Acute spinal cord injury treatment receives Orphan Drug Designation

Written by Alexandra Thompson

Asterias Biotherapeutics (CA, USA) has received Orphan Drug Designation from the US FDA for its product development candidate, AST-OPC1, for the treatment of acute spinal cord injury.

Asterias Biotherapeutics, Inc. (CA, USA), has received Orphan Drug Designation from the US FDA for AST-OPC1. The product development candidate is an ESC-derived oligodendrocyte progenitor population under investigation for the treatment acute spinal cord injuries.

In vitro and animal in vivo results indicated three potential mechanisms by which the cell therapy product could help repair spinal cord injuries: secretion of neurotrophic factors, stimulation of vascularization and induction of remyelination of denuded axons. Administration of the product in animals resulted in axon remyelination, some recovery of limb locomotor function, decreased injury-related cavitation and significant preservation of myelinated axons traversing the injury site.

A Phase I clinical trial of patients with neurologically complete, thoracic spinal cord injury was found to have no evidence of adverse events or rejection. A total of five patients were administered 2 million AST-OPC1 cells at the injury site 7—14 days post-injury alongside low-level immunosuppression for the next 60 days; four of these patients were found to have reduced spinal cord cavitation upon MRI. These results meant Asterias received FDA approval to carry out a complete cervical spinal cord injury trial, which represents the first targeted population for registration trials.
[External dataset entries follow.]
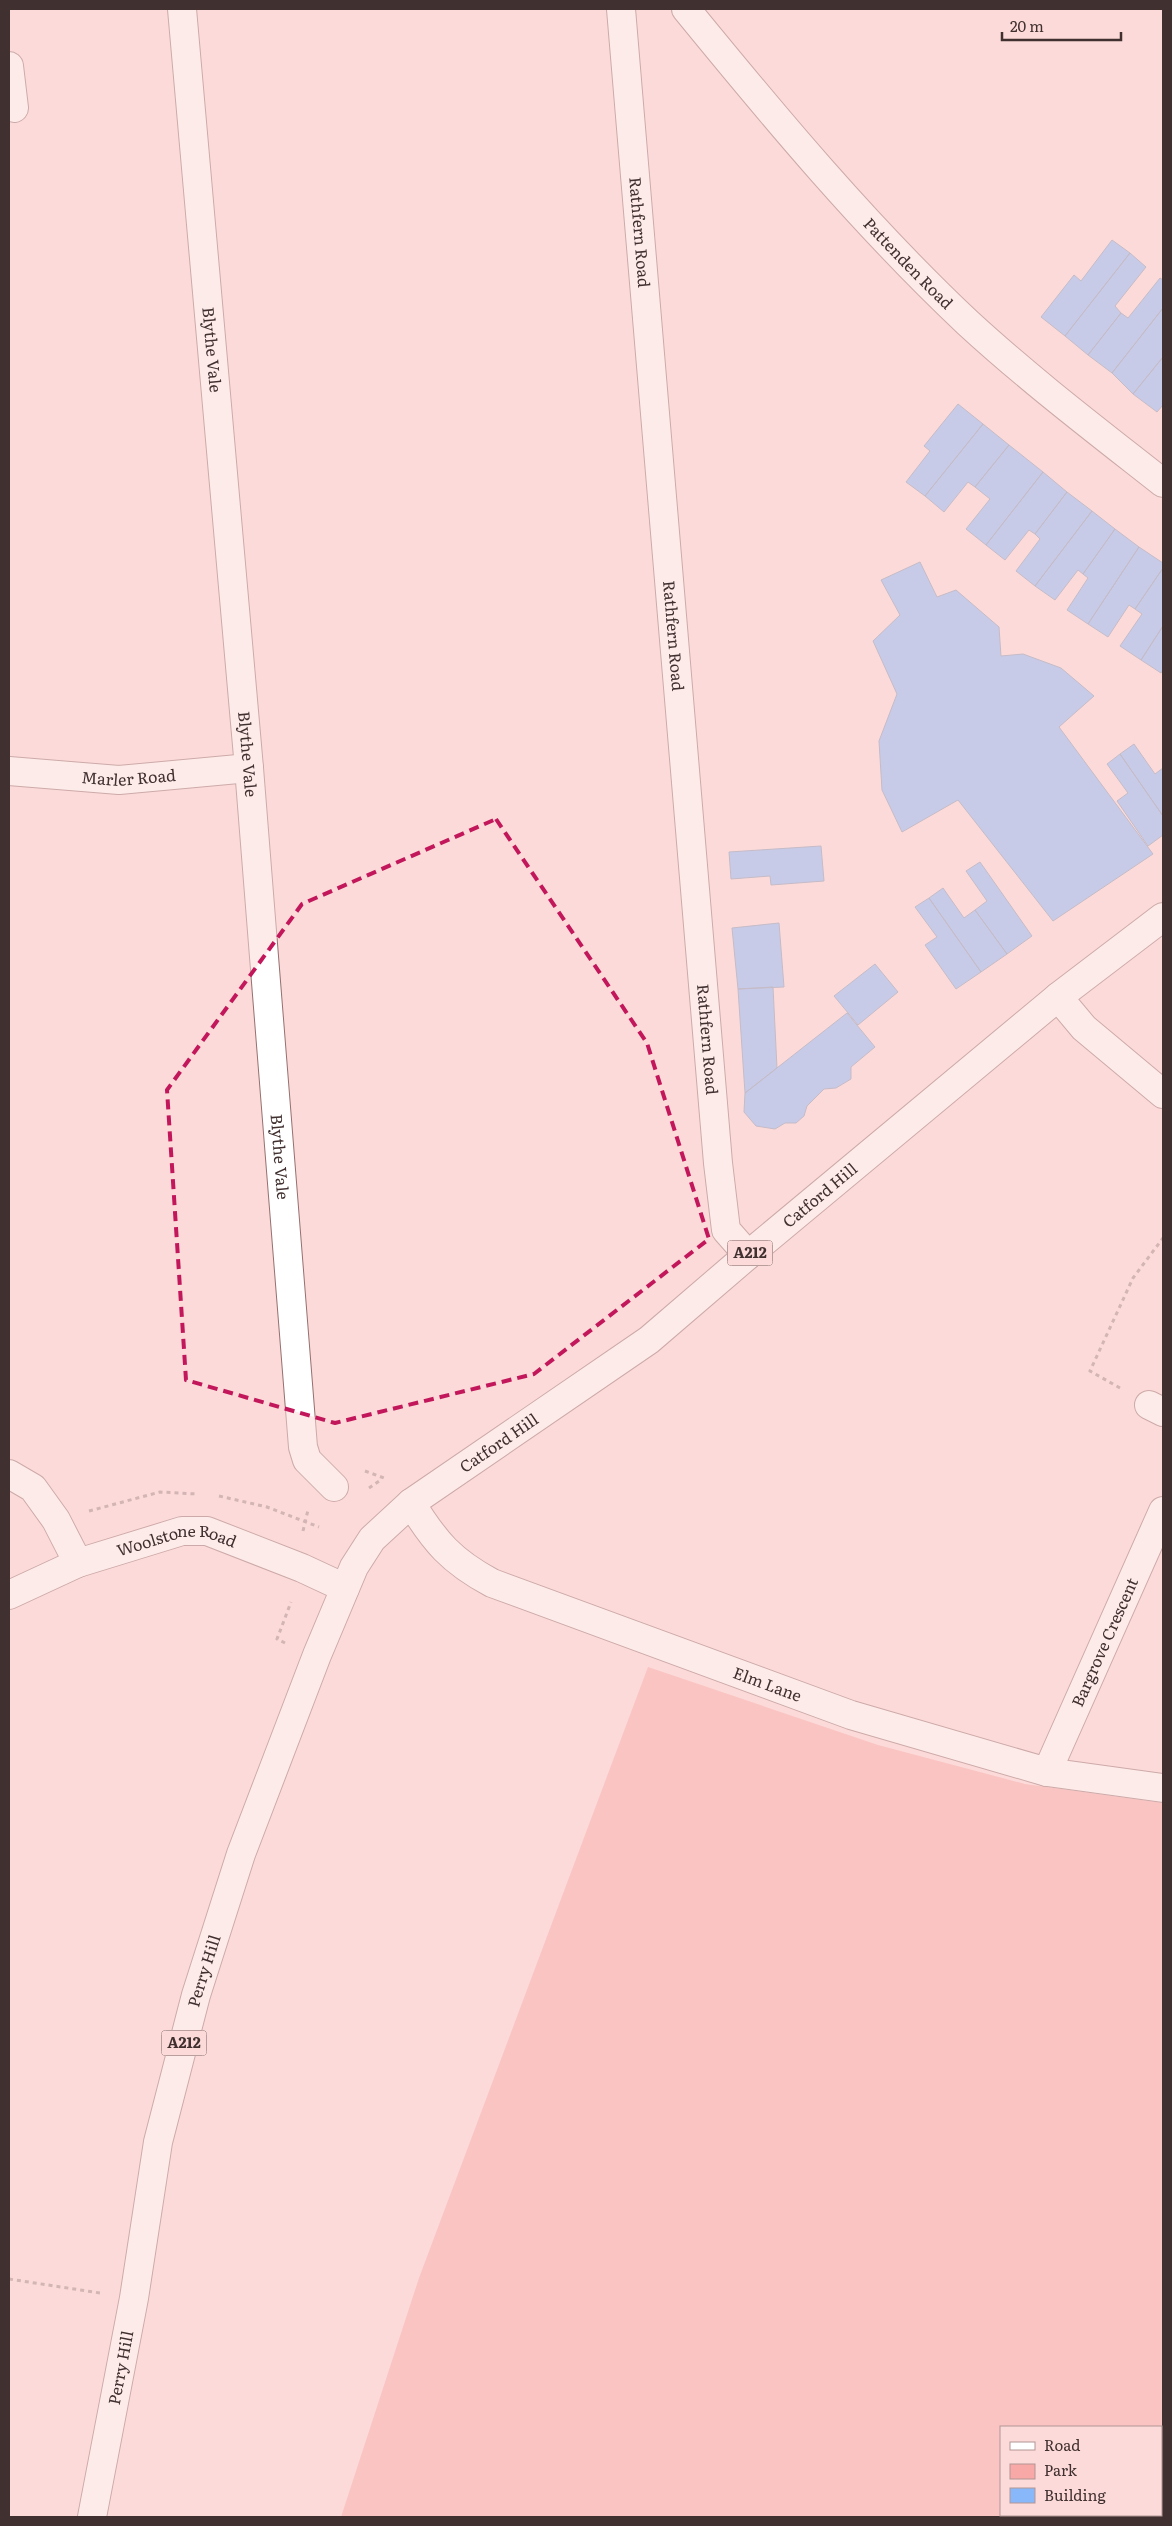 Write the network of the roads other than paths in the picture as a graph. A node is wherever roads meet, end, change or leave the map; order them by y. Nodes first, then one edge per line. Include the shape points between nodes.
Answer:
1 (182, 9) edge
2 (621, 9) edge
3 (686, 9) edge
4 (9, 66) edge
5 (14, 108) dead end
6 (1163, 483) edge
7 (249, 768) junction
8 (9, 771) edge
9 (1163, 917) edge
10 (1058, 997) junction
11 (1163, 1094) edge
12 (748, 1255) junction
13 (9, 1474) edge
14 (334, 1487) dead end
15 (411, 1503) junction
16 (1163, 1511) edge
17 (78, 1562) junction
18 (345, 1588) junction
19 (9, 1595) edge
20 (1048, 1772) junction
21 (1163, 1788) edge
22 (92, 2517) edge

1 - 7 street, Blythe Vale
2 - 12 street, Rathfern Road via 718,1163 726,1230
3 - 6 street, Pattenden Road via 850,205 962,316 1070,409
4 - 5 street
7 - 8 street, Marler Road via 119,780
7 - 14 street, Blythe Vale via 303,1447 308,1460
9 - 10 street, Catford Hill / A212
10 - 11 street via 1084,1028
10 - 12 street, Catford Hill / A212
12 - 15 street, Catford Hill / A212 via 649,1340
13 - 17 street via 33,1488 56,1520
15 - 18 street, Catford Hill / A212 via 366,1547
15 - 20 street, Elm Lane via 429,1532 453,1559 492,1583 851,1715
16 - 20 street, Bargrove Crescent
17 - 18 street, Woolstone Road via 182,1531 206,1531
17 - 19 street, Woolstone Road
18 - 22 street, Perry Hill / A212 via 241,1854 196,1995 158,2142 134,2298
20 - 21 street, Elm Lane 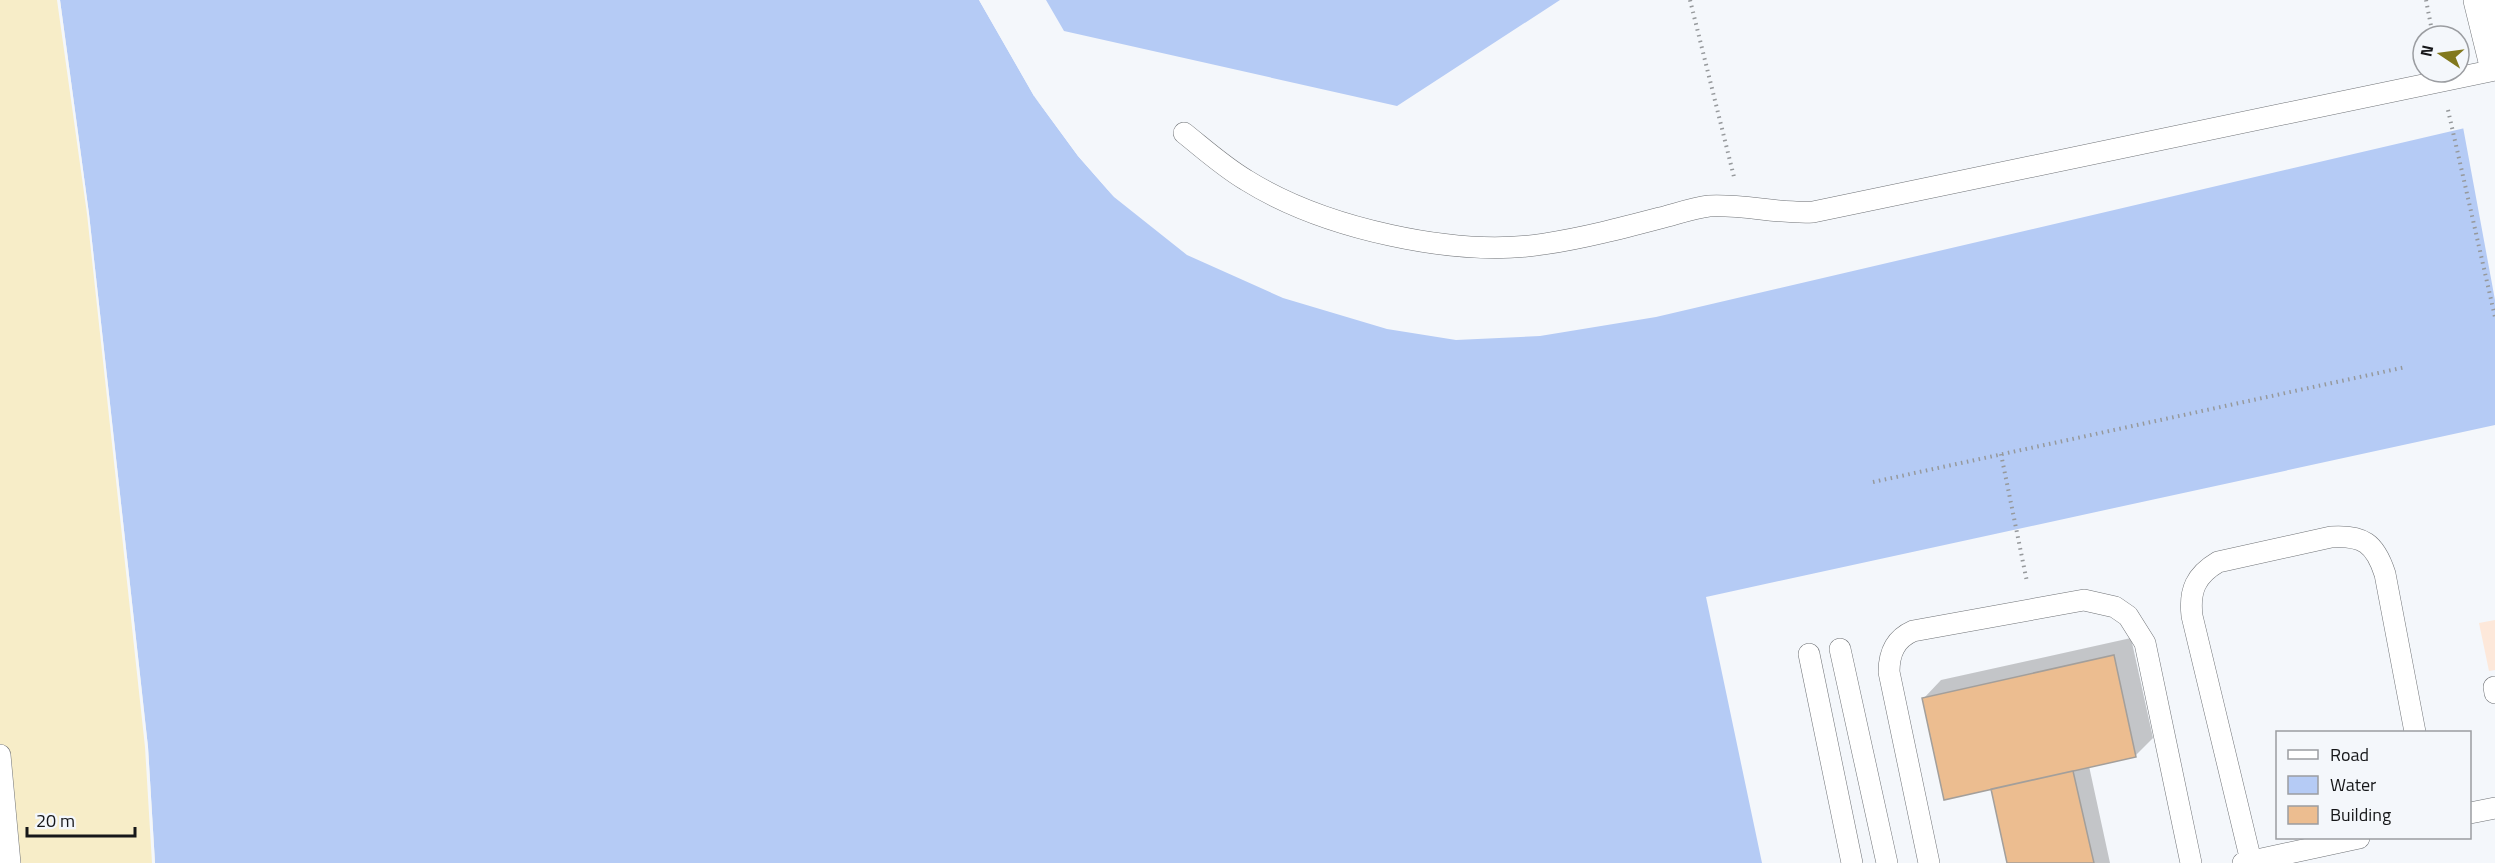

This ‘SCiStar’ trial will test three escalating doses of AST-OPC1 administered at 14—30 days post-injury in patients with neurologically complete cervical spinal cord injuries, has concluded recruitment of the initial safety cohort of the trial. The results of this cohort, which recruited three patients, so far indicate safety, and at 3 months post-injection the first patient in this cohort had demonstrated neurological improvement progressing from a complete ASIA Impairment Scale (AIS) A injury to an incomplete AIS C injury.

The second cohort is currently being recruited for, where Asterias are looking to administer 10 million AST-OPC1 cells to five patients to asses optimal dose range of AST-OPC1.